▸ Task directions
Pictures stay out of the copy, and everything else in the data below is repeated exactly.

▸ Dataset records

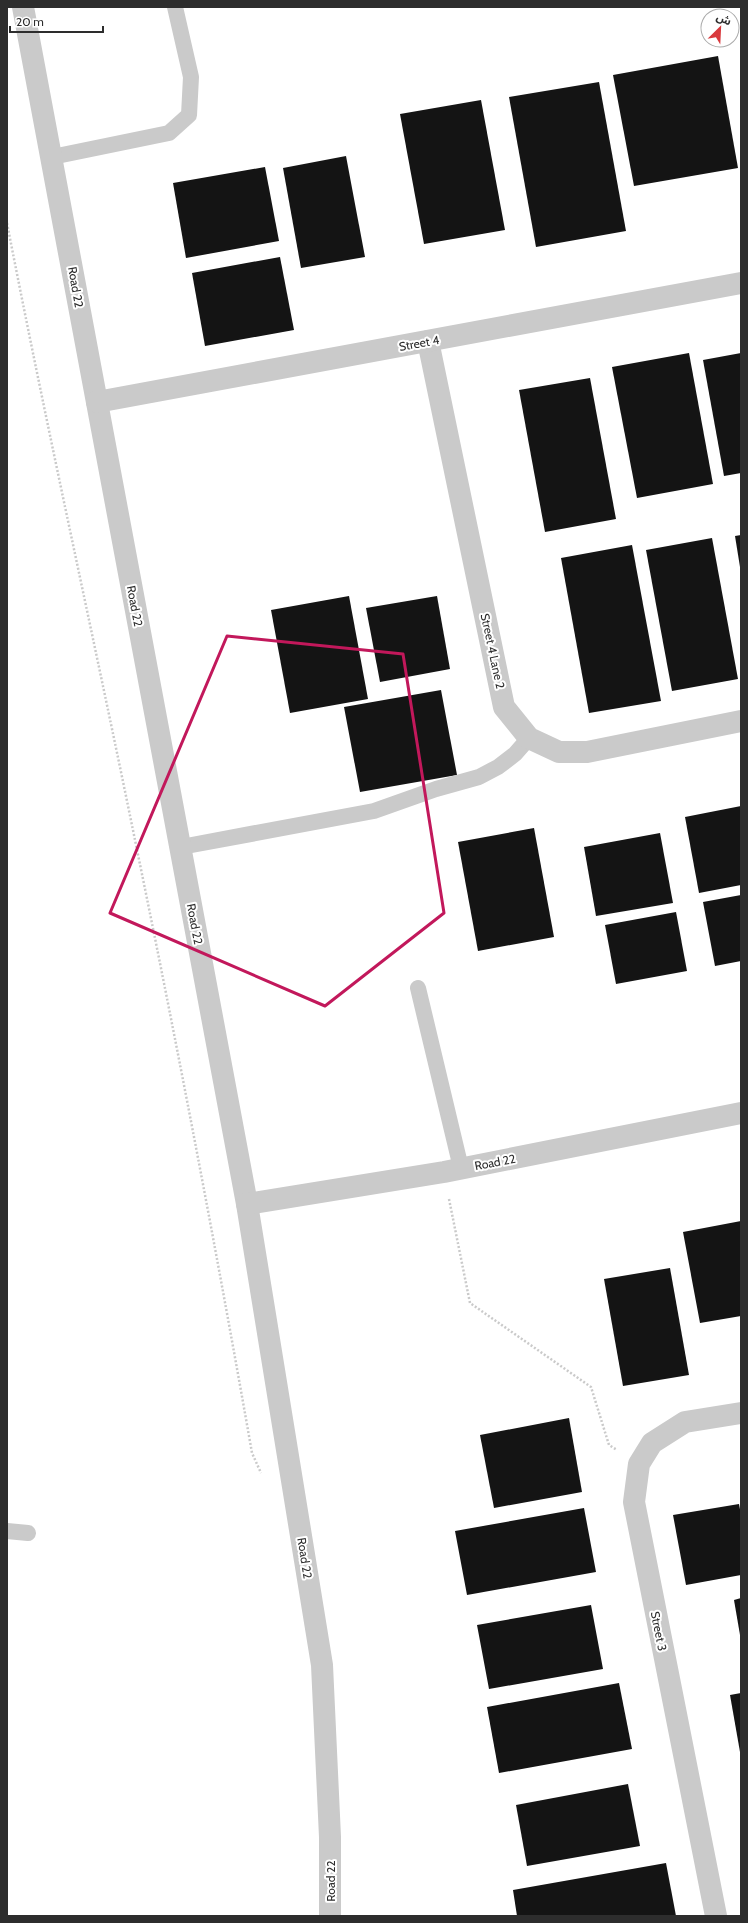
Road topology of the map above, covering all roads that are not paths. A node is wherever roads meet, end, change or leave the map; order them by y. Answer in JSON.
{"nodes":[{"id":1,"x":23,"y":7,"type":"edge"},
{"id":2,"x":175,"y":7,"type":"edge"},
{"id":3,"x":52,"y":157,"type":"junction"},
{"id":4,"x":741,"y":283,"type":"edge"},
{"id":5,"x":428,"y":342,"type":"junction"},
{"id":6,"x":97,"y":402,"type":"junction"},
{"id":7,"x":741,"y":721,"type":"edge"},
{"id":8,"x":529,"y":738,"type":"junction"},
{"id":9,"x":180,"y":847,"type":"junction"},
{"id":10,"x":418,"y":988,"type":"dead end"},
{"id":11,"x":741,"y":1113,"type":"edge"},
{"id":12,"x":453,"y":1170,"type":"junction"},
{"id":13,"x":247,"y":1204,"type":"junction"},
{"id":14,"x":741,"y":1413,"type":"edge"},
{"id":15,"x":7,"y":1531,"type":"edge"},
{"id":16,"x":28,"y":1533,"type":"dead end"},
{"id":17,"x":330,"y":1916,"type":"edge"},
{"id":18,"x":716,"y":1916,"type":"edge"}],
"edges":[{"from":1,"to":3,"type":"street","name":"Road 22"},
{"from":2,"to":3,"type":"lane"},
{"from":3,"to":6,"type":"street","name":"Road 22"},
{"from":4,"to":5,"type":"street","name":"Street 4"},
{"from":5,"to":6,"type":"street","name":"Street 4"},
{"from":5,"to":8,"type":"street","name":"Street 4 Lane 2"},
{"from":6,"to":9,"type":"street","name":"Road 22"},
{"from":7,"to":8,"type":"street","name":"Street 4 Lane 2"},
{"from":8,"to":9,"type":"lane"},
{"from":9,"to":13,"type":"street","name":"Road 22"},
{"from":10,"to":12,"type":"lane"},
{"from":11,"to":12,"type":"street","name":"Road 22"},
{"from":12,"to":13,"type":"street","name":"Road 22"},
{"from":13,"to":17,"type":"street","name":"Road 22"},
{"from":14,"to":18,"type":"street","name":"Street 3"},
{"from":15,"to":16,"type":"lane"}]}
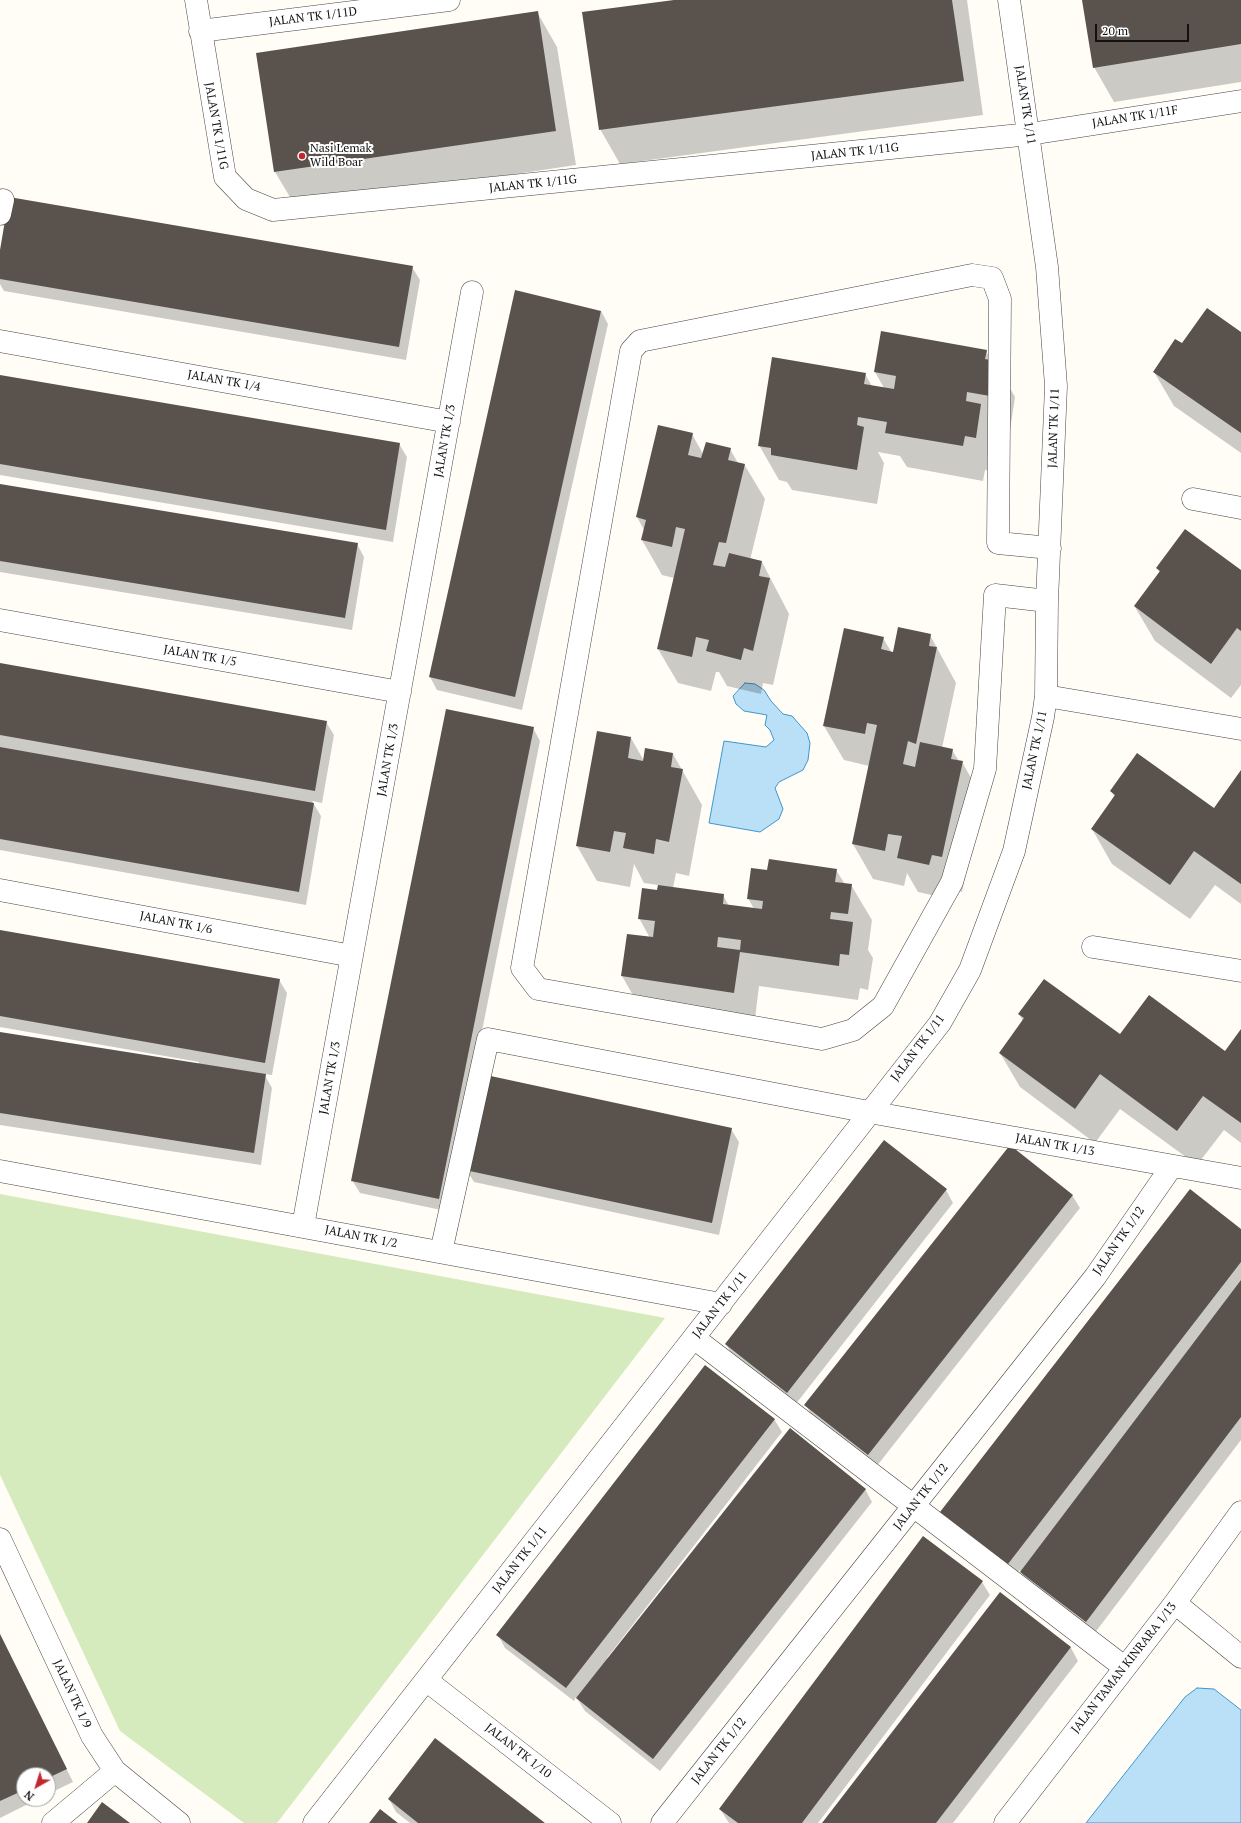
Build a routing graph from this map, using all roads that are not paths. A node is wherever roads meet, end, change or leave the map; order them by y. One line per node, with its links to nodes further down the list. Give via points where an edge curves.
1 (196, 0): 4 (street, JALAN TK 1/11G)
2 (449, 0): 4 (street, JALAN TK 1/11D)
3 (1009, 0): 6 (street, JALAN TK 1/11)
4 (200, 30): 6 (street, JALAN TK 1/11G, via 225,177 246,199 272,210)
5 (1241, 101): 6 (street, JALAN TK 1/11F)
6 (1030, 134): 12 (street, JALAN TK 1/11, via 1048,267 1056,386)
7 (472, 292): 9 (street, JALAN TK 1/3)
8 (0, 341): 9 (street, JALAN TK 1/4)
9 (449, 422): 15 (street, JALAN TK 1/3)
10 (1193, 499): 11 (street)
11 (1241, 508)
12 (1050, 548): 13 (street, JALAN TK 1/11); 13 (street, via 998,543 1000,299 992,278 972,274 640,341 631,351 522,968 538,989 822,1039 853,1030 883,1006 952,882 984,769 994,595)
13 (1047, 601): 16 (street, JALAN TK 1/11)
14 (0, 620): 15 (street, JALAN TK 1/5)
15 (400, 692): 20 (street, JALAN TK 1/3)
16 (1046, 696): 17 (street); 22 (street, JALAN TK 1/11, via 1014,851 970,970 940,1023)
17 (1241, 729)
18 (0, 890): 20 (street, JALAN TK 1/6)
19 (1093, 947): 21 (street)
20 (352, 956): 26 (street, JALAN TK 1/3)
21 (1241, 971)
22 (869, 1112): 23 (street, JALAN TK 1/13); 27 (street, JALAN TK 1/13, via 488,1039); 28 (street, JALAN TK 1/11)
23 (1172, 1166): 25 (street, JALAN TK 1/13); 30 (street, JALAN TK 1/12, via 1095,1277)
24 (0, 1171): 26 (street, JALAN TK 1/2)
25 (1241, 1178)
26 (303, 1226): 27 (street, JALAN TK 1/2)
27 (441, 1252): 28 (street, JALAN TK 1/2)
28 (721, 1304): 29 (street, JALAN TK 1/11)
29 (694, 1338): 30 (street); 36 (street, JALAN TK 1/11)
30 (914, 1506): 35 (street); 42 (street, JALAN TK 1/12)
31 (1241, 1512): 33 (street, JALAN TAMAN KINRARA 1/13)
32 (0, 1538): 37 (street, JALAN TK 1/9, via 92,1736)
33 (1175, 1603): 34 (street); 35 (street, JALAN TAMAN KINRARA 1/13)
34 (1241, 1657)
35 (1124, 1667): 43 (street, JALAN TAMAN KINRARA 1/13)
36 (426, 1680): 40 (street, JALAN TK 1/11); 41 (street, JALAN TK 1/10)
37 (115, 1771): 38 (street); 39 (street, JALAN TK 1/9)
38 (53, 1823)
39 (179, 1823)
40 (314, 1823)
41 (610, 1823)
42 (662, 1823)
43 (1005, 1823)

▸ Answer to this exercise
Road topology of the map above, covering all roads that are not paths. A node is wherever roads meet, end, change or leave the map; order them by y. Answer in JSON.
{"nodes":[{"id":1,"x":23,"y":7,"type":"edge"},
{"id":2,"x":175,"y":7,"type":"edge"},
{"id":3,"x":52,"y":157,"type":"junction"},
{"id":4,"x":741,"y":283,"type":"edge"},
{"id":5,"x":428,"y":342,"type":"junction"},
{"id":6,"x":97,"y":402,"type":"junction"},
{"id":7,"x":741,"y":721,"type":"edge"},
{"id":8,"x":529,"y":738,"type":"junction"},
{"id":9,"x":180,"y":847,"type":"junction"},
{"id":10,"x":418,"y":988,"type":"dead end"},
{"id":11,"x":741,"y":1113,"type":"edge"},
{"id":12,"x":453,"y":1170,"type":"junction"},
{"id":13,"x":247,"y":1204,"type":"junction"},
{"id":14,"x":741,"y":1413,"type":"edge"},
{"id":15,"x":7,"y":1531,"type":"edge"},
{"id":16,"x":28,"y":1533,"type":"dead end"},
{"id":17,"x":330,"y":1916,"type":"edge"},
{"id":18,"x":716,"y":1916,"type":"edge"}],
"edges":[{"from":1,"to":3,"type":"street","name":"Road 22"},
{"from":2,"to":3,"type":"lane"},
{"from":3,"to":6,"type":"street","name":"Road 22"},
{"from":4,"to":5,"type":"street","name":"Street 4"},
{"from":5,"to":6,"type":"street","name":"Street 4"},
{"from":5,"to":8,"type":"street","name":"Street 4 Lane 2"},
{"from":6,"to":9,"type":"street","name":"Road 22"},
{"from":7,"to":8,"type":"street","name":"Street 4 Lane 2"},
{"from":8,"to":9,"type":"lane"},
{"from":9,"to":13,"type":"street","name":"Road 22"},
{"from":10,"to":12,"type":"lane"},
{"from":11,"to":12,"type":"street","name":"Road 22"},
{"from":12,"to":13,"type":"street","name":"Road 22"},
{"from":13,"to":17,"type":"street","name":"Road 22"},
{"from":14,"to":18,"type":"street","name":"Street 3"},
{"from":15,"to":16,"type":"lane"}]}
Build a routing graph from this map, using all roads that are not paths. A node is wherever roads meet, end, change or leave the map; order them by y. One line per node, with its links to nodes further down the list. Give via points where an edge curves.
1 (196, 0): 4 (street, JALAN TK 1/11G)
2 (449, 0): 4 (street, JALAN TK 1/11D)
3 (1009, 0): 6 (street, JALAN TK 1/11)
4 (200, 30): 6 (street, JALAN TK 1/11G, via 225,177 246,199 272,210)
5 (1241, 101): 6 (street, JALAN TK 1/11F)
6 (1030, 134): 12 (street, JALAN TK 1/11, via 1048,267 1056,386)
7 (472, 292): 9 (street, JALAN TK 1/3)
8 (0, 341): 9 (street, JALAN TK 1/4)
9 (449, 422): 15 (street, JALAN TK 1/3)
10 (1193, 499): 11 (street)
11 (1241, 508)
12 (1050, 548): 13 (street, JALAN TK 1/11); 13 (street, via 998,543 1000,299 992,278 972,274 640,341 631,351 522,968 538,989 822,1039 853,1030 883,1006 952,882 984,769 994,595)
13 (1047, 601): 16 (street, JALAN TK 1/11)
14 (0, 620): 15 (street, JALAN TK 1/5)
15 (400, 692): 20 (street, JALAN TK 1/3)
16 (1046, 696): 17 (street); 22 (street, JALAN TK 1/11, via 1014,851 970,970 940,1023)
17 (1241, 729)
18 (0, 890): 20 (street, JALAN TK 1/6)
19 (1093, 947): 21 (street)
20 (352, 956): 26 (street, JALAN TK 1/3)
21 (1241, 971)
22 (869, 1112): 23 (street, JALAN TK 1/13); 27 (street, JALAN TK 1/13, via 488,1039); 28 (street, JALAN TK 1/11)
23 (1172, 1166): 25 (street, JALAN TK 1/13); 30 (street, JALAN TK 1/12, via 1095,1277)
24 (0, 1171): 26 (street, JALAN TK 1/2)
25 (1241, 1178)
26 (303, 1226): 27 (street, JALAN TK 1/2)
27 (441, 1252): 28 (street, JALAN TK 1/2)
28 (721, 1304): 29 (street, JALAN TK 1/11)
29 (694, 1338): 30 (street); 36 (street, JALAN TK 1/11)
30 (914, 1506): 35 (street); 42 (street, JALAN TK 1/12)
31 (1241, 1512): 33 (street, JALAN TAMAN KINRARA 1/13)
32 (0, 1538): 37 (street, JALAN TK 1/9, via 92,1736)
33 (1175, 1603): 34 (street); 35 (street, JALAN TAMAN KINRARA 1/13)
34 (1241, 1657)
35 (1124, 1667): 43 (street, JALAN TAMAN KINRARA 1/13)
36 (426, 1680): 40 (street, JALAN TK 1/11); 41 (street, JALAN TK 1/10)
37 (115, 1771): 38 (street); 39 (street, JALAN TK 1/9)
38 (53, 1823)
39 (179, 1823)
40 (314, 1823)
41 (610, 1823)
42 (662, 1823)
43 (1005, 1823)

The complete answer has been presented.